Goal of the exercise:
Copy every line from the material below that holds "other".

Data for review:
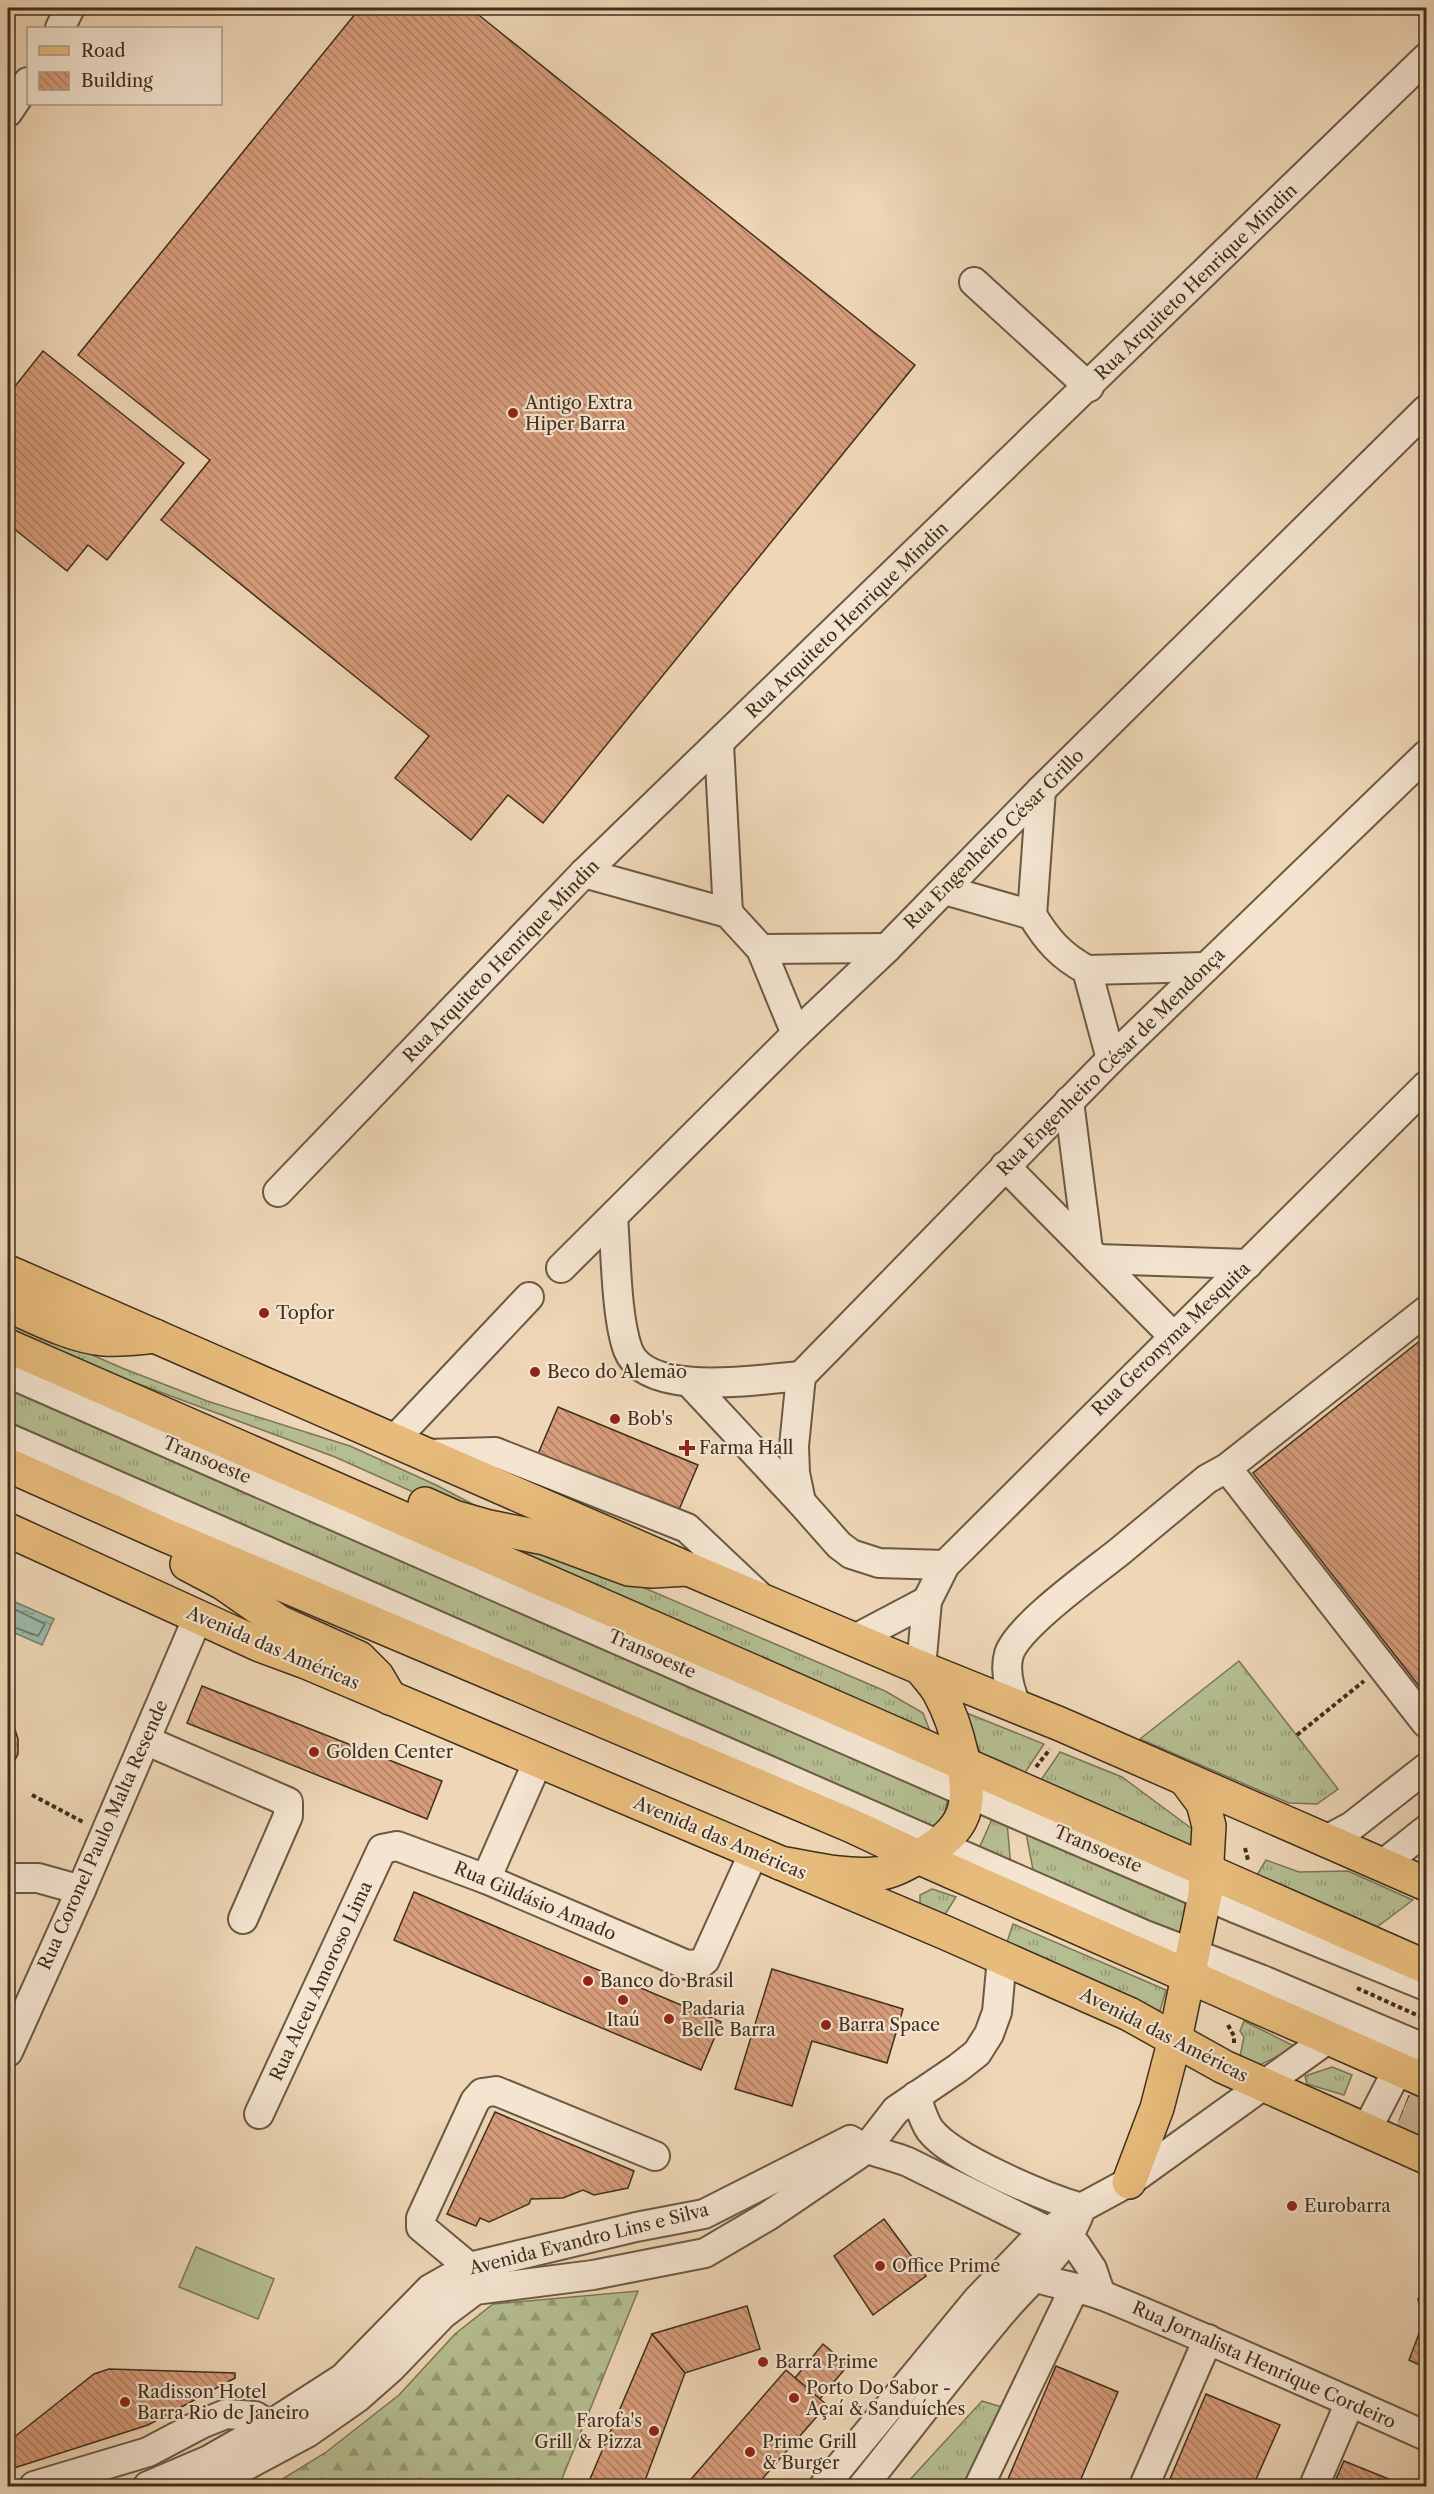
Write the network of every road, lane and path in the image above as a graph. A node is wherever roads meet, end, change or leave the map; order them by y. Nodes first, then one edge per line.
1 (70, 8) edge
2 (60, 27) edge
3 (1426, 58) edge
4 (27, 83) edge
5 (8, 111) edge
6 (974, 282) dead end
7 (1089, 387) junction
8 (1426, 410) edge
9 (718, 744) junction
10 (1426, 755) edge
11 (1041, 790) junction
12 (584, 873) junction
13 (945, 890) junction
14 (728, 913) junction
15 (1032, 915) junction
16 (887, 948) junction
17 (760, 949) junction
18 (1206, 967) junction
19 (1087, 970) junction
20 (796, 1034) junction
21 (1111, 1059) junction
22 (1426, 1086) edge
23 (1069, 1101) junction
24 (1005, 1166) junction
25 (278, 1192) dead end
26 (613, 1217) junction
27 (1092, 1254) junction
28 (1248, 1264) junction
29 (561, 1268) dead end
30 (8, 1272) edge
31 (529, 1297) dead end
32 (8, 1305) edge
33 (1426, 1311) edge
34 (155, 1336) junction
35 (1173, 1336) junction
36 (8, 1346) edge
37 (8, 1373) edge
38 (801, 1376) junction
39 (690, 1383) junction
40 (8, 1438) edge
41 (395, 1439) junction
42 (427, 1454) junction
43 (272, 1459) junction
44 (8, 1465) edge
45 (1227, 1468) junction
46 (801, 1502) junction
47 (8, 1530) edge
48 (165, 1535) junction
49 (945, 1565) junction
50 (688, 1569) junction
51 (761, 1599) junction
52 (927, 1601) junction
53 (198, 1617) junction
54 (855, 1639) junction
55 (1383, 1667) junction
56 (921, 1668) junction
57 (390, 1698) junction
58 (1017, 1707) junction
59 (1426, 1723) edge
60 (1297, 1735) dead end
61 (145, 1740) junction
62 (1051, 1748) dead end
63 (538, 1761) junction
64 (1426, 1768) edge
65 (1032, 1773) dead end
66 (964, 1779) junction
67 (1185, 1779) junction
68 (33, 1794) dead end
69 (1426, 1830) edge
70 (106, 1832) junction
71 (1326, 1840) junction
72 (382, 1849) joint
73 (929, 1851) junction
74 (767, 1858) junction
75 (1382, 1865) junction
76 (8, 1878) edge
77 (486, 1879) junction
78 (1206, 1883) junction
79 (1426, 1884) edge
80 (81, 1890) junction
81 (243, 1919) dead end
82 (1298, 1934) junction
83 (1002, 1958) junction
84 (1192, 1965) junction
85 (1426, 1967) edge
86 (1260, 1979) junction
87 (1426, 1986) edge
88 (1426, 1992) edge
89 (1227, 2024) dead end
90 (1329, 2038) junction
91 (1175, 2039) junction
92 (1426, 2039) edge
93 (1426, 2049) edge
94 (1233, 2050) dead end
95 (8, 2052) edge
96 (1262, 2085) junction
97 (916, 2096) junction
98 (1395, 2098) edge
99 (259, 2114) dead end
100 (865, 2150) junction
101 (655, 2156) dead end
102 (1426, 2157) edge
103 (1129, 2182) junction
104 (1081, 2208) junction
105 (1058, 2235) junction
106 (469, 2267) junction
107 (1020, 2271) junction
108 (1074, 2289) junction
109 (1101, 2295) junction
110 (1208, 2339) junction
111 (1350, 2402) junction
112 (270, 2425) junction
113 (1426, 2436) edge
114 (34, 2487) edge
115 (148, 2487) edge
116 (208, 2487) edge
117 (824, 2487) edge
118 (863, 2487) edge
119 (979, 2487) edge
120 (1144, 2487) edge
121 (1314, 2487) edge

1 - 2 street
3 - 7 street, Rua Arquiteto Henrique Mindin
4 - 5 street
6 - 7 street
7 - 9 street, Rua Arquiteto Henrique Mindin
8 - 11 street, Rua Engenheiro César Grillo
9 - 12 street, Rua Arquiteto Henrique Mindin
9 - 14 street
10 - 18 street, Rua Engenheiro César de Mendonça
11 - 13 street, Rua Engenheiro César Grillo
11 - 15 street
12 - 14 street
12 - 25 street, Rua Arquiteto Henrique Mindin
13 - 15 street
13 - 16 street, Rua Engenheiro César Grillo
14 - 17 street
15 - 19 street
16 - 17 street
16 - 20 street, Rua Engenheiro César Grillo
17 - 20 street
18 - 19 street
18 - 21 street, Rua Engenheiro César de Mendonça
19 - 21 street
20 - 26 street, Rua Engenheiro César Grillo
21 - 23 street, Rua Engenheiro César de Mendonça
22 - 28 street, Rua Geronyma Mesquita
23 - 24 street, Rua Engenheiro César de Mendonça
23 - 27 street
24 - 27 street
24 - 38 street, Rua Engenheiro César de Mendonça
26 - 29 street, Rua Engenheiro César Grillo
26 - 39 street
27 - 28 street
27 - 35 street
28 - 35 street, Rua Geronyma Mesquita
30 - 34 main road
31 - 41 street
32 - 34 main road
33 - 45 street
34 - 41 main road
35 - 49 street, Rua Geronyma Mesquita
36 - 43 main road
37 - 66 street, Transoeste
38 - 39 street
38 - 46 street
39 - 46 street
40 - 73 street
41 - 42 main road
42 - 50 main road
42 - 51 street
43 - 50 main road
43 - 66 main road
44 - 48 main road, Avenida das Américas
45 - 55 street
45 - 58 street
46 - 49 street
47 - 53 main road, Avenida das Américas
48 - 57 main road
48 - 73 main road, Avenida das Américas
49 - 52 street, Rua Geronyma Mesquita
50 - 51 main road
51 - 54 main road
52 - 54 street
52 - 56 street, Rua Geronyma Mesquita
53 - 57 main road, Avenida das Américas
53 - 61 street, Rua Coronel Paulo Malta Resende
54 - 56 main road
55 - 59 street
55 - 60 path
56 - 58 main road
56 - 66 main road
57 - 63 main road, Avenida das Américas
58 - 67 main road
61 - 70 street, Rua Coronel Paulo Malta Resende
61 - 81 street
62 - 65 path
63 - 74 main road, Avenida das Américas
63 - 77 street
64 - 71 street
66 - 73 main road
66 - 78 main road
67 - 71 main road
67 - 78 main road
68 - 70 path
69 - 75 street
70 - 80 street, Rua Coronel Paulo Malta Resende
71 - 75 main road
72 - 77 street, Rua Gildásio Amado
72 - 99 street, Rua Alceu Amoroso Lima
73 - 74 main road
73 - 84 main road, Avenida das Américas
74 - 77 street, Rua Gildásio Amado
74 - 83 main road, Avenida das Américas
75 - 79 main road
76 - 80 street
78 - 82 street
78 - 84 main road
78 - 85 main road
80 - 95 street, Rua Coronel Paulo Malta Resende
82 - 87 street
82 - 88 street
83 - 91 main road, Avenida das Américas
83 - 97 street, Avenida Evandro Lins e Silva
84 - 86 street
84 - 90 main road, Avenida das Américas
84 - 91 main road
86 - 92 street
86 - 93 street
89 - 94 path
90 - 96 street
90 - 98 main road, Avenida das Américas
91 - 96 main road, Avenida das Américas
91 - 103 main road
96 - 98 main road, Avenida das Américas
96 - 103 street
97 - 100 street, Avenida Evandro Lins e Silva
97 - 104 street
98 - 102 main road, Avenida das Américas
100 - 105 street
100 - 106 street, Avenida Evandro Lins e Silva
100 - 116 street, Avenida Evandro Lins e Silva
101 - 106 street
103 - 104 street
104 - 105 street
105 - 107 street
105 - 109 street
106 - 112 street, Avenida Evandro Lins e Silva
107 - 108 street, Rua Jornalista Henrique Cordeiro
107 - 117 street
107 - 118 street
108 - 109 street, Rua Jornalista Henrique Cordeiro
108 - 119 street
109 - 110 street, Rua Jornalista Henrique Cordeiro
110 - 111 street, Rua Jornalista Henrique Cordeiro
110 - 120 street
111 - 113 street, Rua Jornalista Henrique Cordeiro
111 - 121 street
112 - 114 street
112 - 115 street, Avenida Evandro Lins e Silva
* * *
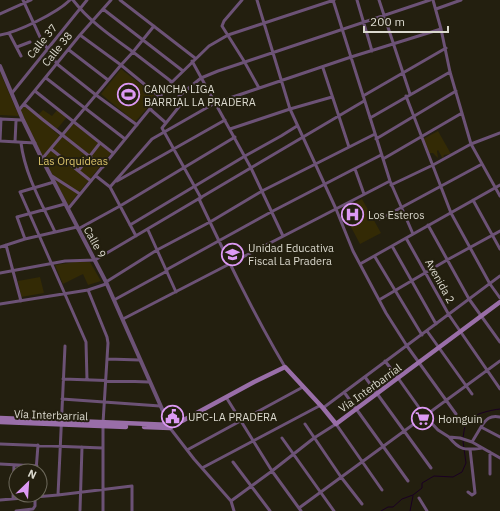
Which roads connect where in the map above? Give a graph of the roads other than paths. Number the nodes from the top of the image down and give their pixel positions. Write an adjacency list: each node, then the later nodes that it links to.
---
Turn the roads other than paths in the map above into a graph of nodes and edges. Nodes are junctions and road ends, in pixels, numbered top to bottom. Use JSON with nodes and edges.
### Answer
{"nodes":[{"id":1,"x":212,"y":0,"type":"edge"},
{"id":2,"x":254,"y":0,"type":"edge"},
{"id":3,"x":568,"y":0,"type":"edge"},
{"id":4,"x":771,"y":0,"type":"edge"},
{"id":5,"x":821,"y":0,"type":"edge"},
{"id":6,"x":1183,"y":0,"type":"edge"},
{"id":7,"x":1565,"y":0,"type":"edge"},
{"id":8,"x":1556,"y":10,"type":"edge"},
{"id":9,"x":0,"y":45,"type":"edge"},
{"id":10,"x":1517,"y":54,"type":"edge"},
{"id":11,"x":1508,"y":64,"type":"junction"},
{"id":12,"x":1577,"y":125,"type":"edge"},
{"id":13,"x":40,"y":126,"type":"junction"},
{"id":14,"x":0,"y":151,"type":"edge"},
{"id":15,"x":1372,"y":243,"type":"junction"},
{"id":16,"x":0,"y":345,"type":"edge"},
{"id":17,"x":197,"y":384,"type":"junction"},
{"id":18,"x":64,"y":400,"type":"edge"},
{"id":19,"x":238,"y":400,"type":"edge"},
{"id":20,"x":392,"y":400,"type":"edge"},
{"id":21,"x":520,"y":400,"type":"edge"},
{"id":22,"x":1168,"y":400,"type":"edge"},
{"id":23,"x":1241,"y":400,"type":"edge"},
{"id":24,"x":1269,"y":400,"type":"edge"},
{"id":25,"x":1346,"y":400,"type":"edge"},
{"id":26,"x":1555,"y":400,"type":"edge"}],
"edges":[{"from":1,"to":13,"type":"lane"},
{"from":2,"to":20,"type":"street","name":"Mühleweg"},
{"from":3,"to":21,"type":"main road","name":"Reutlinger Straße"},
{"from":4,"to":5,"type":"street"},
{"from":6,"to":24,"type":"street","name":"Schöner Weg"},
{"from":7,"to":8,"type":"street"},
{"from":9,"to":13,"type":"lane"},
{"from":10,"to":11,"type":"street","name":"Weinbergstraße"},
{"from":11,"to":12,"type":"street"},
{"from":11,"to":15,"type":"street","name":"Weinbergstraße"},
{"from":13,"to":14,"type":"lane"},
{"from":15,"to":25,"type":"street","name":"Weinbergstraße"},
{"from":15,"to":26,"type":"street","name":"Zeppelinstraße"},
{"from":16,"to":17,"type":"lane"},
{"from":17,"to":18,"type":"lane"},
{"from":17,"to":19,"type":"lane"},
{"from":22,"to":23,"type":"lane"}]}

Task response:
Which roads connect where in the map above? Give a graph of the roads other than paths. Number the nodes from the top of the image down and give their pixel positions. Write an adjacency list: each node, then the later nodes that it links to.
Turn the roads other than paths in the map above into a graph of nodes and edges. Nodes are junctions and road ends, in pixels, numbered top to bottom. Use JSON with nodes and edges.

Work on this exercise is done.